## RECORDS SHOWN
******
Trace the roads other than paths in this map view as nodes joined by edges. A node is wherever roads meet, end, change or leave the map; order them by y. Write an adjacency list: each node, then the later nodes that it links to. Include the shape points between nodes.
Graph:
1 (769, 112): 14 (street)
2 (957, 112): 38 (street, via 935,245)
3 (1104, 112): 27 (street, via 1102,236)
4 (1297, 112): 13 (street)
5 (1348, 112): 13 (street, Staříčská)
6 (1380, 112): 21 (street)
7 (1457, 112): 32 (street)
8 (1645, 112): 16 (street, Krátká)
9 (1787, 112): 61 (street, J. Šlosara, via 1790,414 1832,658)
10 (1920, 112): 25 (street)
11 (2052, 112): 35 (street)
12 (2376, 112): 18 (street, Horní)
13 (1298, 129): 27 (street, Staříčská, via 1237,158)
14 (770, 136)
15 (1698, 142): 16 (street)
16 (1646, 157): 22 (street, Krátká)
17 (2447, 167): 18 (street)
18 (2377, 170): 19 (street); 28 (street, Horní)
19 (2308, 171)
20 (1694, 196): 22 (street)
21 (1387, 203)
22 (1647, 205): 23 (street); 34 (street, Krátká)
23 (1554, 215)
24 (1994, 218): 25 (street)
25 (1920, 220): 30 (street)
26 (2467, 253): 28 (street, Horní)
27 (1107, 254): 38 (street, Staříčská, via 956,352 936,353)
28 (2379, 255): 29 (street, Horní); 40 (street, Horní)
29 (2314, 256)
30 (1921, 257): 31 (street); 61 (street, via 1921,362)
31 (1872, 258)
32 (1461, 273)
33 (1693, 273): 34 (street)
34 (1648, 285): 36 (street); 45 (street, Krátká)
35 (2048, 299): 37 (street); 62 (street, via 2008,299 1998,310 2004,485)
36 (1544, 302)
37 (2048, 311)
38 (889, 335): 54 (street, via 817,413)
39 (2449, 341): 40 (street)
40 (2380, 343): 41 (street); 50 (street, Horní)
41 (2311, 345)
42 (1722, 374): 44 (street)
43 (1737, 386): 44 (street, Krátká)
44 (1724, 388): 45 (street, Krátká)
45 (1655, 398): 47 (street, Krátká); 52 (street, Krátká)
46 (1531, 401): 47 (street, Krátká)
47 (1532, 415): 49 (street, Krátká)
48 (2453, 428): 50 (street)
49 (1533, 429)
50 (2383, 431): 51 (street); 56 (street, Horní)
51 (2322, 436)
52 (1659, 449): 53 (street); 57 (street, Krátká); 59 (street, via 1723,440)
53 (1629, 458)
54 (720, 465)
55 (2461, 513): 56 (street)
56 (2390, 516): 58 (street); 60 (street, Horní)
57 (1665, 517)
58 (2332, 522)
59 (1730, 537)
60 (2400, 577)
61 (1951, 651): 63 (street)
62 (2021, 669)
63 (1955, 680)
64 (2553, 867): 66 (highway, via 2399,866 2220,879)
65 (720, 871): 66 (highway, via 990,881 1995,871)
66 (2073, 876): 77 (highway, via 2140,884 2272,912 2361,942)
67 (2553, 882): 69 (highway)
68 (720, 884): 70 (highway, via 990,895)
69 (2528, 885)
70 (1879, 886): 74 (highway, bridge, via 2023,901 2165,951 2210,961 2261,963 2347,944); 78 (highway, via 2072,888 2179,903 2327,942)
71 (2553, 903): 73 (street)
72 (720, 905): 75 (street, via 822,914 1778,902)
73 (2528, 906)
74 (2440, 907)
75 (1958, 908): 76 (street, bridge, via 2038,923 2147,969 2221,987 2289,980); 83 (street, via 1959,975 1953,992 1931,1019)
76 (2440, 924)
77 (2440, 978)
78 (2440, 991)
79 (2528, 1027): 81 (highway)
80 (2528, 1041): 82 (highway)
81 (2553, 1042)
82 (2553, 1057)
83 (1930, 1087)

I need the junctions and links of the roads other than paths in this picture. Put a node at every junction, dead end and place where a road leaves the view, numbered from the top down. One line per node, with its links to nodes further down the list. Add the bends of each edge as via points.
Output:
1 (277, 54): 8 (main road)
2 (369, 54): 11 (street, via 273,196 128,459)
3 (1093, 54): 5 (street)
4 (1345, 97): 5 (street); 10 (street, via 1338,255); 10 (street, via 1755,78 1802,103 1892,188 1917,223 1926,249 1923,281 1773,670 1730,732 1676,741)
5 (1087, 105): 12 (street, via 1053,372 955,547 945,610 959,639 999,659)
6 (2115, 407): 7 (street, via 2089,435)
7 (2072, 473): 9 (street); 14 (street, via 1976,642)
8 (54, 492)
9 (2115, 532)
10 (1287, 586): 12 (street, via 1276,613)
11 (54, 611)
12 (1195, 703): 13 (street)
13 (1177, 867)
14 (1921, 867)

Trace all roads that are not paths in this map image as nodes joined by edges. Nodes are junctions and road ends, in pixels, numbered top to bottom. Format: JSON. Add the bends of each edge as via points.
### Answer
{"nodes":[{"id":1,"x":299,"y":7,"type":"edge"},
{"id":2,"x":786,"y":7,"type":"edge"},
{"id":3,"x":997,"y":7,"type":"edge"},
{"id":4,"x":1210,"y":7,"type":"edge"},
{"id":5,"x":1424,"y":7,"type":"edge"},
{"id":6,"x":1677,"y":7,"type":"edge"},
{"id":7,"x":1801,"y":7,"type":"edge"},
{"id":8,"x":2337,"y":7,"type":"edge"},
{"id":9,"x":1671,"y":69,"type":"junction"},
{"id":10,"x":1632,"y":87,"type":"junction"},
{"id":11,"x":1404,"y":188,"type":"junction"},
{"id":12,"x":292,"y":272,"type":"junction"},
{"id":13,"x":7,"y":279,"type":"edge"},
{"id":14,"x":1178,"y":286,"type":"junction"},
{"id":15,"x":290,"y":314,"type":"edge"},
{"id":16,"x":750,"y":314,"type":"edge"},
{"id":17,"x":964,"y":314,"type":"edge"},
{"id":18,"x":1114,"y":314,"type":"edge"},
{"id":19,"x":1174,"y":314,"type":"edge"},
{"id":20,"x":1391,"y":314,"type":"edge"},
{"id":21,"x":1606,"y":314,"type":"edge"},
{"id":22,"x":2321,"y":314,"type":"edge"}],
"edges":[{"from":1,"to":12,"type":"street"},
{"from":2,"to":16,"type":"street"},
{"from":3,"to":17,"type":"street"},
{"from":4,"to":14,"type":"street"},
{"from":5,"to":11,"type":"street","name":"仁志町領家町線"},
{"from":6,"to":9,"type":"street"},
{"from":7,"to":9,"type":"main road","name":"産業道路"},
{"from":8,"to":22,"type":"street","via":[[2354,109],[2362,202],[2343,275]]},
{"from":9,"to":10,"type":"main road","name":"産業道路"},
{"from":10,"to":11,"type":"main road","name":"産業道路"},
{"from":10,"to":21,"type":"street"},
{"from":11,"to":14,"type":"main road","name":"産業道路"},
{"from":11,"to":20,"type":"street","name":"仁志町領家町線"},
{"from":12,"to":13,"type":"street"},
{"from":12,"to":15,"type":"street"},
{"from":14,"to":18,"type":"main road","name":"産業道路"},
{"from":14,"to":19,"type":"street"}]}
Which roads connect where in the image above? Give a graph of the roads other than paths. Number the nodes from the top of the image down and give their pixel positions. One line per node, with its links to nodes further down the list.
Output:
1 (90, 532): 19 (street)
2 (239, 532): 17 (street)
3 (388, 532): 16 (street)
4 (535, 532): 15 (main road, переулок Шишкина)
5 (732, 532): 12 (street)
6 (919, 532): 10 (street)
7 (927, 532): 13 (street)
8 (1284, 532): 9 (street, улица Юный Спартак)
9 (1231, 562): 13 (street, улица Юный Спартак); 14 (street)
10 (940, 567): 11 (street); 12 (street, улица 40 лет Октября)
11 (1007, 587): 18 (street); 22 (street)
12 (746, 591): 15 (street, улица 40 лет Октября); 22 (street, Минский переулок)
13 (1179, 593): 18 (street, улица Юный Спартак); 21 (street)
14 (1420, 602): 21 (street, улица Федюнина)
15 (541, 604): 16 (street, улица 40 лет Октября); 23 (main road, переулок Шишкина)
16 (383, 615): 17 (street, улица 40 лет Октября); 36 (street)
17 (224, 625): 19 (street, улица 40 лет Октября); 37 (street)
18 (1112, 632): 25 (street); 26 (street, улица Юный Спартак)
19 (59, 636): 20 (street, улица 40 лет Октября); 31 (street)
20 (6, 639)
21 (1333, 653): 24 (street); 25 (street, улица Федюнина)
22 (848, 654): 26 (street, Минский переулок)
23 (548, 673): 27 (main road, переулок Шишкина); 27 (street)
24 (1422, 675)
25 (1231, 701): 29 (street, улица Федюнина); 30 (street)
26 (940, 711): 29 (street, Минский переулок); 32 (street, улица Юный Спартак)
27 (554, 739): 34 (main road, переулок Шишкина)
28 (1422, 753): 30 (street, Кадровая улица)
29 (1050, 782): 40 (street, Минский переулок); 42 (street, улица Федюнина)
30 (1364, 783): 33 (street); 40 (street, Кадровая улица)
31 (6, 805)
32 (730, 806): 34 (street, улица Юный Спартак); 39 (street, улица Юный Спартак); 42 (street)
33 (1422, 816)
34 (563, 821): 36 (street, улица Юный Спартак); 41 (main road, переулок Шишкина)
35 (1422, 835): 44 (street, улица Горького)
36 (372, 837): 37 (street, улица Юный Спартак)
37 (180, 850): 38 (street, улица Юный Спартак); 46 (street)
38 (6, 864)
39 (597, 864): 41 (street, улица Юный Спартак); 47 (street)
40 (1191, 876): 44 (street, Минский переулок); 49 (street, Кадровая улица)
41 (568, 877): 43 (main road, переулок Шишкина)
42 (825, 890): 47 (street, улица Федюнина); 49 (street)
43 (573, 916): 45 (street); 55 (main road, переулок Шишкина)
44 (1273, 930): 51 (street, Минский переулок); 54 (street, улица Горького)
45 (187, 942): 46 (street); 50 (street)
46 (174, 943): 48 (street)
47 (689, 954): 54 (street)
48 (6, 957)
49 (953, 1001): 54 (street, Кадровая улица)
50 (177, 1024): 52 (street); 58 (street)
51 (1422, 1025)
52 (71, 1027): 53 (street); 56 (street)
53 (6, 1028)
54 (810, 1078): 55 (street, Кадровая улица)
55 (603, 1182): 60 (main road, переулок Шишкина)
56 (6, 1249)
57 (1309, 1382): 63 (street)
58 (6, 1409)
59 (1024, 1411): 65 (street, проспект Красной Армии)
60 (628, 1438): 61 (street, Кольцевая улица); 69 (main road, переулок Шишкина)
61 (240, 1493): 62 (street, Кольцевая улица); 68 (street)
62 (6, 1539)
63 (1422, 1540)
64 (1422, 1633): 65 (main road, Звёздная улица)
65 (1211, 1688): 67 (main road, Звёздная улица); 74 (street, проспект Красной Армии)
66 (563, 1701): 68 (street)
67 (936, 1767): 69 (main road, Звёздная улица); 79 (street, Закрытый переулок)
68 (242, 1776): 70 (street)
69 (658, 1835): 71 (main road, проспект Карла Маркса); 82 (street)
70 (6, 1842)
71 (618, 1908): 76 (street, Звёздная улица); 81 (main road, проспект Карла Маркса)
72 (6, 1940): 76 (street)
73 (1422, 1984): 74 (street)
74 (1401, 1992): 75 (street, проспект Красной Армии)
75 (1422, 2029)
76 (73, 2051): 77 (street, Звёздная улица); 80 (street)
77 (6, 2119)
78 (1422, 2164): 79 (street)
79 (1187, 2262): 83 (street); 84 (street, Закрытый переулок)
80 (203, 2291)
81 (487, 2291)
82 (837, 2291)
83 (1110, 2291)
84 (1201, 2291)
******
## TASK PROMPT
Once you have identified the lines above that contain "Кадровая", copy each of them.

## YOUR RESPONSE
28 (1422, 753): 30 (street, Кадровая улица)
30 (1364, 783): 33 (street); 40 (street, Кадровая улица)
40 (1191, 876): 44 (street, Минский переулок); 49 (street, Кадровая улица)
49 (953, 1001): 54 (street, Кадровая улица)
54 (810, 1078): 55 (street, Кадровая улица)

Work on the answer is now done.